**Task prompt:**
Every line below that contains the word "Lakemannstraße" must be copied.

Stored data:
# # # # # # #

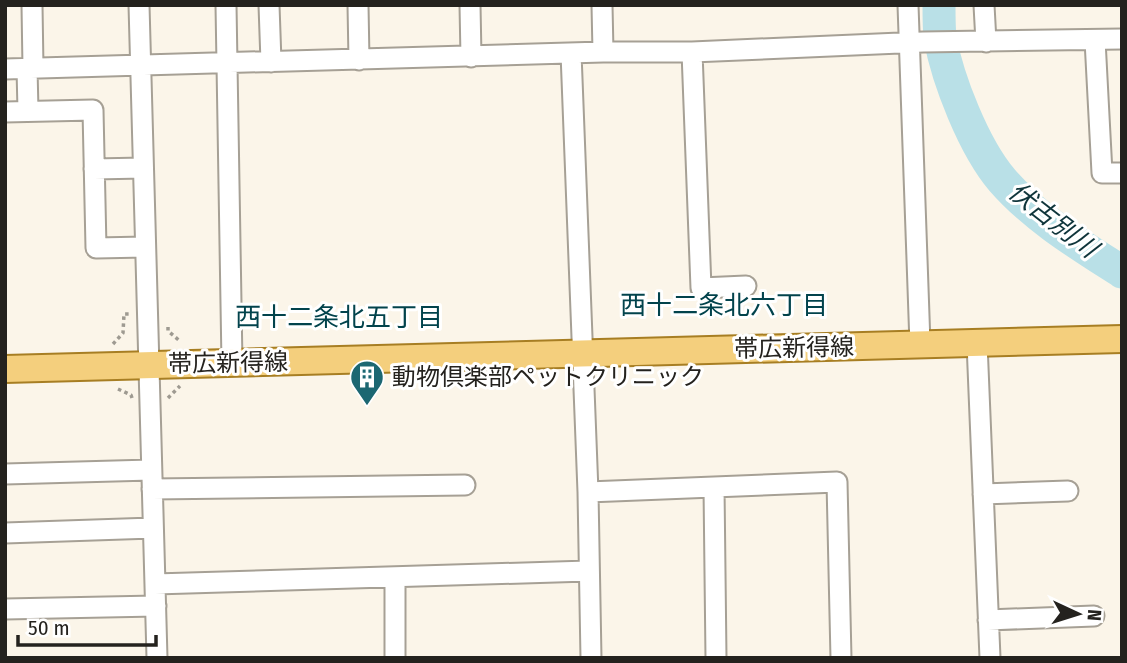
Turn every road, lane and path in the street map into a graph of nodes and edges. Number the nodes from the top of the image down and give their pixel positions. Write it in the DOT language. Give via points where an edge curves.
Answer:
graph roads {
  1 [pos="32,5"];
  2 [pos="139,5"];
  3 [pos="226,5"];
  4 [pos="269,5"];
  5 [pos="358,5"];
  6 [pos="470,5"];
  7 [pos="602,5"];
  8 [pos="908,5"];
  9 [pos="984,5"];
  10 [pos="1122,39"];
  11 [pos="1095,40"];
  12 [pos="981,41"];
  13 [pos="916,42"];
  14 [pos="603,52"];
  15 [pos="692,52"];
  16 [pos="571,53"];
  17 [pos="471,57"];
  18 [pos="359,60"];
  19 [pos="227,62"];
  20 [pos="271,62"];
  21 [pos="141,66"];
  22 [pos="30,68"];
  23 [pos="5,69"];
  24 [pos="5,111"];
  25 [pos="28,111"];
  26 [pos="143,168"];
  27 [pos="94,169"];
  28 [pos="1122,173"];
  29 [pos="145,247"];
  30 [pos="746,286"];
  31 [pos="1122,339"];
  32 [pos="977,343"];
  33 [pos="920,344"];
  34 [pos="582,353"];
  35 [pos="232,363"];
  36 [pos="148,365"];
  37 [pos="5,369"];
  38 [pos="5,474"];
  39 [pos="152,479"];
  40 [pos="465,485"];
  41 [pos="714,487"];
  42 [pos="1068,491"];
  43 [pos="588,492"];
  44 [pos="983,494"];
  45 [pos="153,528"];
  46 [pos="5,533"];
  47 [pos="588,571"];
  48 [pos="395,578"];
  49 [pos="155,584"];
  50 [pos="156,606"];
  51 [pos="5,609"];
  52 [pos="1094,616"];
  53 [pos="988,620"];
  54 [pos="157,658"];
  55 [pos="395,658"];
  56 [pos="591,658"];
  57 [pos="716,658"];
  58 [pos="841,658"];
  59 [pos="990,658"];
  1 -- 22 [label="street"];
  2 -- 21 [label="street"];
  3 -- 19 [label="street"];
  4 -- 20 [label="street"];
  5 -- 18 [label="street"];
  6 -- 17 [label="street"];
  7 -- 14 [label="street"];
  8 -- 13 [label="street"];
  9 -- 12 [label="street"];
  10 -- 11 [label="street"];
  11 -- 12 [label="street"];
  11 -- 28 [label="street" via="1102,173"];
  12 -- 13 [label="street"];
  13 -- 15 [label="street"];
  13 -- 33 [label="street"];
  14 -- 15 [label="street"];
  14 -- 16 [label="street"];
  15 -- 30 [label="street" via="701,288"];
  16 -- 17 [label="street"];
  16 -- 34 [label="street"];
  17 -- 18 [label="street"];
  18 -- 20 [label="street"];
  19 -- 20 [label="street"];
  19 -- 21 [label="street"];
  19 -- 35 [label="street"];
  21 -- 22 [label="street"];
  21 -- 26 [label="street"];
  22 -- 23 [label="street"];
  22 -- 25 [label="street"];
  24 -- 25 [label="street"];
  25 -- 27 [label="street" via="93,110"];
  26 -- 27 [label="street"];
  26 -- 29 [label="street"];
  27 -- 29 [label="street" via="96,248"];
  29 -- 36 [label="street"];
  31 -- 32 [label="main road, 帯広新得線"];
  32 -- 33 [label="main road, 帯広新得線"];
  32 -- 44 [label="street"];
  33 -- 34 [label="main road, 帯広新得線"];
  34 -- 35 [label="main road, 帯広新得線"];
  34 -- 43 [label="street"];
  35 -- 36 [label="main road, 帯広新得線"];
  36 -- 37 [label="main road, 帯広新得線"];
  36 -- 39 [label="street"];
  38 -- 39 [label="street"];
  39 -- 40 [label="street"];
  39 -- 45 [label="street"];
  41 -- 43 [label="street"];
  41 -- 57 [label="street"];
  41 -- 58 [label="street" via="837,482"];
  42 -- 44 [label="street"];
  43 -- 47 [label="street"];
  44 -- 53 [label="street"];
  45 -- 46 [label="street"];
  45 -- 49 [label="street"];
  47 -- 48 [label="street"];
  47 -- 56 [label="street"];
  48 -- 49 [label="street"];
  48 -- 55 [label="street"];
  49 -- 50 [label="street"];
  50 -- 51 [label="street"];
  50 -- 54 [label="street"];
  52 -- 53 [label="street"];
  53 -- 59 [label="street"];
}
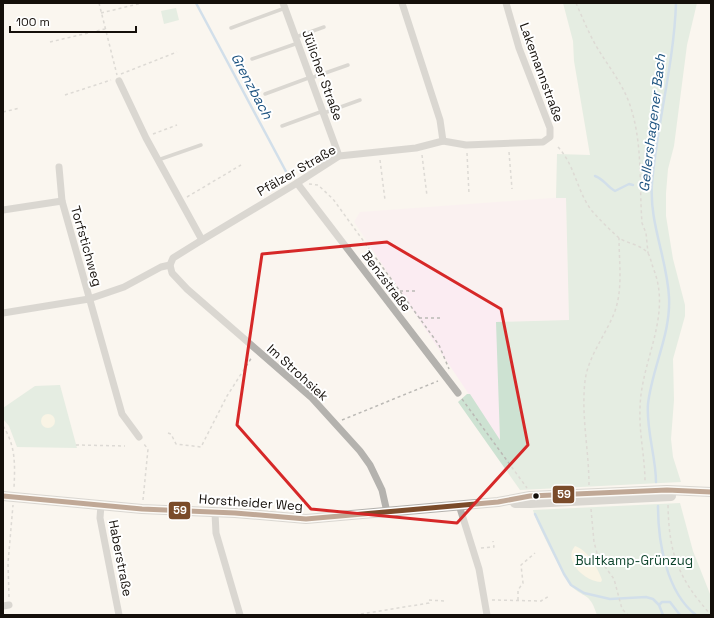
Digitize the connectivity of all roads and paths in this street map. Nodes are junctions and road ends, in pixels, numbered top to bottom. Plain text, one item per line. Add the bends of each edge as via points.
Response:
1 (99, 3) edge
2 (142, 3) edge
3 (402, 3) edge
4 (506, 3) edge
5 (576, 3) edge
6 (284, 6) edge
7 (101, 13) junction
8 (324, 27) dead end
9 (231, 28) dead end
10 (105, 29) junction
11 (297, 40) junction
12 (50, 42) dead end
13 (177, 52) dead end
14 (252, 59) dead end
15 (348, 65) dead end
16 (311, 78) junction
17 (118, 79) junction
18 (265, 94) dead end
19 (65, 95) dead end
20 (360, 100) dead end
21 (20, 108) dead end
22 (3, 112) edge
23 (323, 112) junction
24 (177, 125) dead end
25 (282, 126) dead end
26 (145, 137) junction
27 (443, 141) junction
28 (509, 144) junction
29 (201, 145) dead end
30 (466, 145) junction
31 (421, 147) junction
32 (558, 147) dead end
33 (379, 152) junction
34 (339, 156) junction
35 (158, 160) junction
36 (241, 165) dead end
37 (59, 167) dead end
38 (297, 183) junction
39 (512, 190) dead end
40 (470, 194) dead end
41 (427, 196) dead end
42 (62, 200) junction
43 (385, 200) dead end
44 (181, 201) junction
45 (3, 210) edge
46 (619, 238) junction
47 (202, 240) junction
48 (648, 254) junction
49 (170, 265) junction
50 (400, 291) junction
51 (416, 291) dead end
52 (89, 299) junction
53 (3, 313) edge
54 (418, 318) junction
55 (443, 318) dead end
56 (256, 350) junction
57 (448, 380) junction
58 (458, 393) joint
59 (334, 423) junction
60 (3, 426) edge
61 (168, 433) dead end
62 (138, 437) joint
63 (14, 438) dead end
64 (11, 440) junction
65 (76, 446) dead end
66 (125, 446) dead end
67 (648, 491) junction
68 (696, 492) junction
69 (711, 492) edge
70 (3, 496) edge
71 (530, 496) junction
72 (14, 497) junction
73 (590, 497) junction
74 (668, 497) junction
75 (498, 502) junction
76 (101, 505) junction
77 (459, 505) junction
78 (142, 509) junction
79 (387, 512) junction
80 (215, 513) junction
81 (493, 541) dead end
82 (473, 549) junction
83 (535, 552) dead end
84 (549, 596) dead end
85 (485, 600) junction
86 (518, 600) junction
87 (444, 601) dead end
88 (6, 606) edge
89 (120, 615) edge
90 (240, 615) edge
91 (355, 615) edge
92 (487, 615) edge
93 (628, 615) edge
94 (711, 615) edge

1 - 7 path
2 - 7 path
3 - 27 street via 440,120
4 - 28 street, Lakemannstraße via 519,48 551,133 543,142
5 - 48 path via 596,45 620,83 634,120 640,156 642,223 647,238
6 - 9 lane
6 - 11 street, Jülicher Straße
7 - 10 path
8 - 11 lane
10 - 12 path
10 - 17 path
11 - 14 lane
11 - 16 street, Jülicher Straße
13 - 17 path via 122,73
15 - 16 lane
16 - 18 lane
16 - 23 street, Jülicher Straße
17 - 19 path
17 - 26 street
20 - 23 lane
21 - 22 path
23 - 25 lane
23 - 34 street, Jülicher Straße
24 - 26 path
26 - 35 street
27 - 30 street, Lakemannstraße
27 - 31 street, Pfälzer Straße
28 - 30 street, Lakemannstraße
28 - 39 path
29 - 35 lane
30 - 40 path
31 - 33 street, Pfälzer Straße
31 - 41 path
32 - 46 path via 565,154 586,202
33 - 34 street, Pfälzer Straße
33 - 43 path
34 - 38 street, Pfälzer Straße
35 - 44 street
36 - 44 path
37 - 42 street, Torfstichweg
38 - 47 street, Pfälzer Straße
38 - 50 path via 318,185 333,198
38 - 57 street, Benzstraße
42 - 45 street, Torfstichweg
42 - 52 street, Torfstichweg
44 - 47 street
46 - 48 path
46 - 73 path via 620,274 615,310 591,359 585,381
47 - 49 street, Pfälzer Straße via 173,258
48 - 67 path via 658,287 660,308 640,409 645,483
49 - 52 street, Pfälzer Straße via 160,267 124,287
49 - 56 street, Im Strohsiek via 172,273 188,289
50 - 51 path
50 - 54 path
52 - 53 street, Pfälzer Straße
52 - 62 street via 122,414
54 - 55 path
54 - 57 path via 439,345 449,368
56 - 59 street, Im Strohsiek via 311,397
56 - 61 path via 227,396 201,447 176,444
57 - 58 street, Benzstraße
57 - 59 path
58 - 71 path
59 - 79 street, Im Strohsiek via 360,450 370,465 382,490
60 - 64 path
62 - 78 path via 148,449
63 - 64 path
64 - 72 path via 16,463
65 - 66 path
67 - 68 street, Horstheider Weg
67 - 73 street, Horstheider Weg
68 - 69 street, Horstheider Weg
68 - 74 street, Horstheider Weg
70 - 72 street, Horstheider Weg
71 - 73 street, Horstheider Weg
71 - 75 street, Horstheider Weg
72 - 76 street, Horstheider Weg
72 - 88 path
73 - 74 street, Horstheider Weg
73 - 75 street, Horstheider Weg via 530,504
73 - 93 path via 598,557 614,579 619,602
74 - 94 path via 669,534 675,561 692,594
75 - 77 street, Horstheider Weg
76 - 78 street, Horstheider Weg
76 - 89 street, Haberstraße via 100,518
77 - 79 street, Horstheider Weg
77 - 82 street
78 - 80 street, Horstheider Weg
79 - 80 street, Horstheider Weg via 306,519 235,512
80 - 90 street via 216,533
81 - 82 path via 494,547
82 - 85 street via 480,569
83 - 86 path via 521,565 522,583 518,590
84 - 86 path via 540,601
85 - 86 path
85 - 92 street
87 - 91 path via 429,600 429,603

# # # # # # #

**Result of the exercise:**
4 - 28 street, Lakemannstraße via 519,48 551,133 543,142
27 - 30 street, Lakemannstraße
28 - 30 street, Lakemannstraße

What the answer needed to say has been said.